Action item: Beginning at the line that contains "index pip: (158, 108)", reproduce the entries below exactly, ending with the line that contains "middle dip: (491, 502)". Omit each picture.

____________________

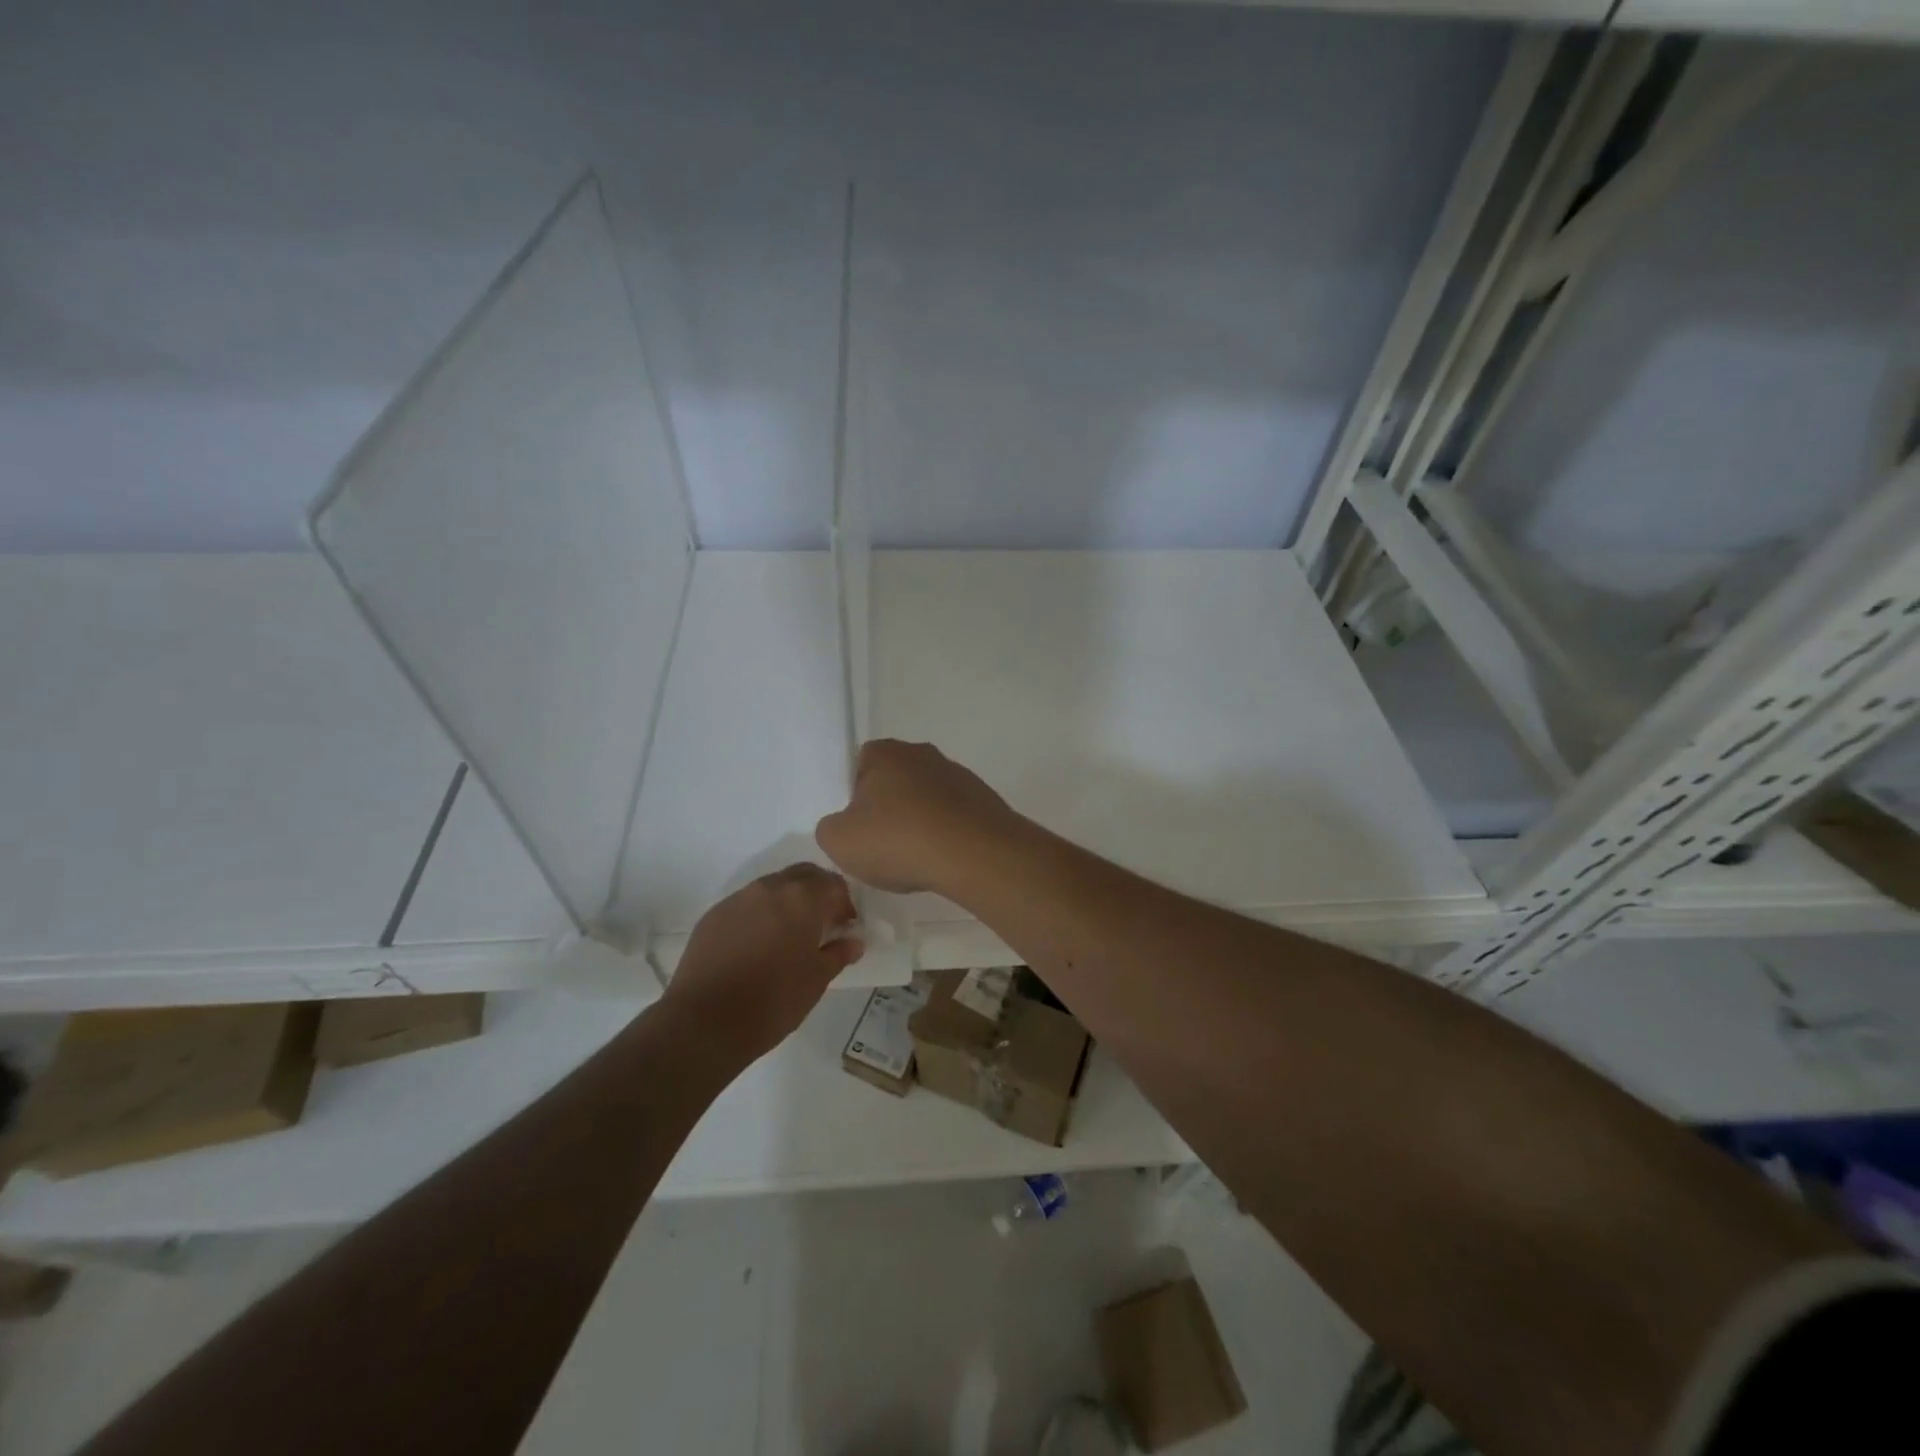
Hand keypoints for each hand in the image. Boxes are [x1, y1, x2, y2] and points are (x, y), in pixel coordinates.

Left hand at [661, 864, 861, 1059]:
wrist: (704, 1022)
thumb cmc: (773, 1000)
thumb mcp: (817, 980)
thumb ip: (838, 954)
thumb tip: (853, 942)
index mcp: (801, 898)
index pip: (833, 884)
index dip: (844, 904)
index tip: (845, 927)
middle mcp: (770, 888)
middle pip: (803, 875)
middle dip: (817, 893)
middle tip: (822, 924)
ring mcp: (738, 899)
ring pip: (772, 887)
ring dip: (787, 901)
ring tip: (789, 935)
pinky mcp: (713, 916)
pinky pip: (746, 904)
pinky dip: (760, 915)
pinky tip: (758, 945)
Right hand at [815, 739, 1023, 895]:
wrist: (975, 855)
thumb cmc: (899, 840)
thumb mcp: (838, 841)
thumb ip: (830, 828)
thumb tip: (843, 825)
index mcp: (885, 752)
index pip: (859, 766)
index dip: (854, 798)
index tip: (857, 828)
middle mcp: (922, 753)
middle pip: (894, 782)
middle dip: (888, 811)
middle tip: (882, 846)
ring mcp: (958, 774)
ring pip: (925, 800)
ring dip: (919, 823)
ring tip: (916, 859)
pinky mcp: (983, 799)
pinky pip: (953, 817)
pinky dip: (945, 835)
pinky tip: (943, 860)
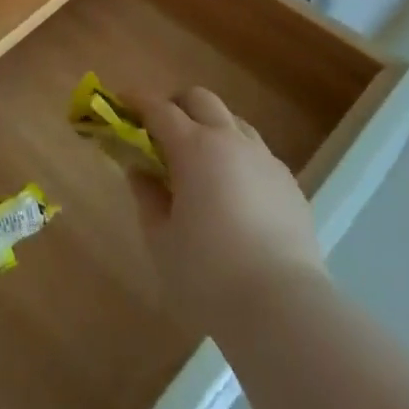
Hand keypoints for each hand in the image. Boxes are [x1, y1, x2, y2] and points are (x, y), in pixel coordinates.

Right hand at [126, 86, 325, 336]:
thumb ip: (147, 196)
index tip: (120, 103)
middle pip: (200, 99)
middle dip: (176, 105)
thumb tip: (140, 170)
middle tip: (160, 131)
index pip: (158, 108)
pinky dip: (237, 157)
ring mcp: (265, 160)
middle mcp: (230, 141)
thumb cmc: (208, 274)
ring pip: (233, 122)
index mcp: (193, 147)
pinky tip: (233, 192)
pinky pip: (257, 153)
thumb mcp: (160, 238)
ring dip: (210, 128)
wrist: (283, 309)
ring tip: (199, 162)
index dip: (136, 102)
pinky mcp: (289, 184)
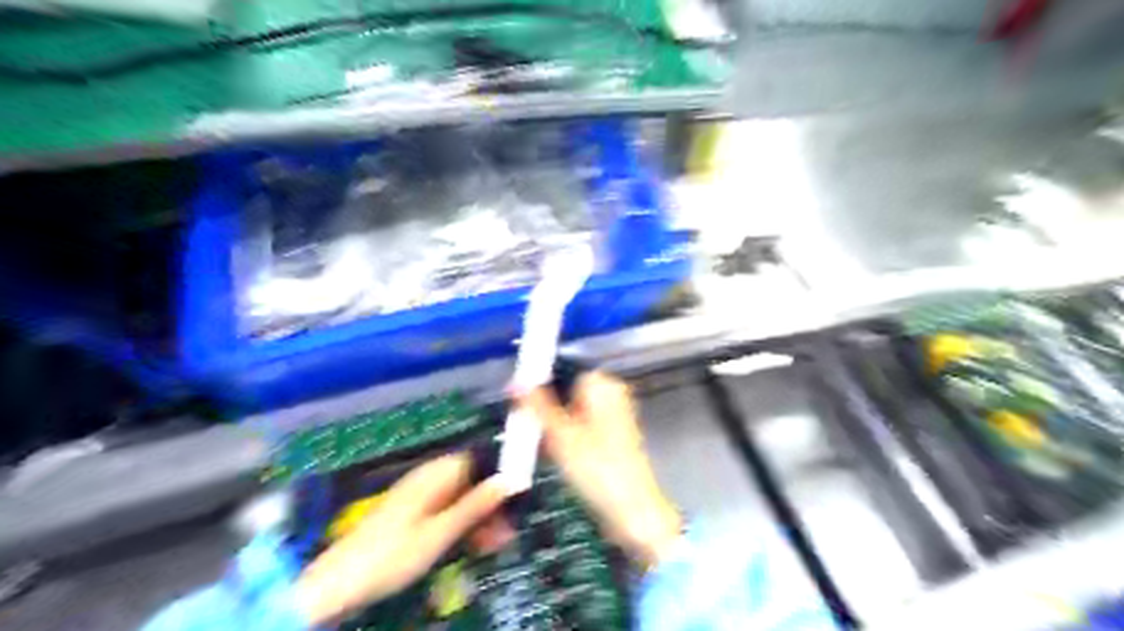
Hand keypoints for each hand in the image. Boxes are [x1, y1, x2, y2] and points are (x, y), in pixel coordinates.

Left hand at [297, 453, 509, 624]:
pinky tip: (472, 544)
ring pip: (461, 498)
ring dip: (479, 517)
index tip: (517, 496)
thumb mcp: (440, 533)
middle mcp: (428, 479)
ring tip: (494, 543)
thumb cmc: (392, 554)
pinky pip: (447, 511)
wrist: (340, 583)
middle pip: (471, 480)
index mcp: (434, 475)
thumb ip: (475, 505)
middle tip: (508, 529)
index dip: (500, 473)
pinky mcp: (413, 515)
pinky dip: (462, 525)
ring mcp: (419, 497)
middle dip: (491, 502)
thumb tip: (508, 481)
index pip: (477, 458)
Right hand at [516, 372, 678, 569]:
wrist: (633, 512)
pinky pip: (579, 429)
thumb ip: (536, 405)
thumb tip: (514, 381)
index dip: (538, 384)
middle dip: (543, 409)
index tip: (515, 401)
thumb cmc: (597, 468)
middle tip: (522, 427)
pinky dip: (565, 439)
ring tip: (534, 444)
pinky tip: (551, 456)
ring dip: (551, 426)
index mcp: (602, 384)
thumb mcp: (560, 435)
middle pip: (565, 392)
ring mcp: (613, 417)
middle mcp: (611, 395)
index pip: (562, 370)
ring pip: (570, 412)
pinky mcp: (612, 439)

____________________

Task answer:
index pip: (158, 108)
pinky dip: (237, 157)
ring mcp: (265, 160)
middle mcp: (230, 141)
thumb cmc: (208, 274)
ring pip: (233, 122)
index mcp: (193, 147)
pinky tip: (233, 192)
pinky pip: (257, 153)
thumb mcp: (160, 238)
ring dip: (210, 128)
wrist: (283, 309)
ring tip: (199, 162)
index dip: (136, 102)
pinky mcp: (289, 184)
Hand keypoints for each hand in the image. Boxes are [x1, y1, x2, y2] and points are (x, y), in pixel coordinates.

Left hand at [297, 453, 509, 624]:
pinky tip: (472, 544)
ring pip: (461, 498)
ring dip: (479, 517)
index tip: (517, 496)
thumb mcp: (440, 533)
middle mcp: (428, 479)
ring tip: (494, 543)
thumb cmc: (392, 554)
pinky pip: (447, 511)
wrist: (340, 583)
middle pip: (471, 480)
index mcp: (434, 475)
thumb ip: (475, 505)
middle tip: (508, 529)
index dip: (500, 473)
pinky mcp: (413, 515)
pinky dip: (462, 525)
ring mcp: (419, 497)
middle dip: (491, 502)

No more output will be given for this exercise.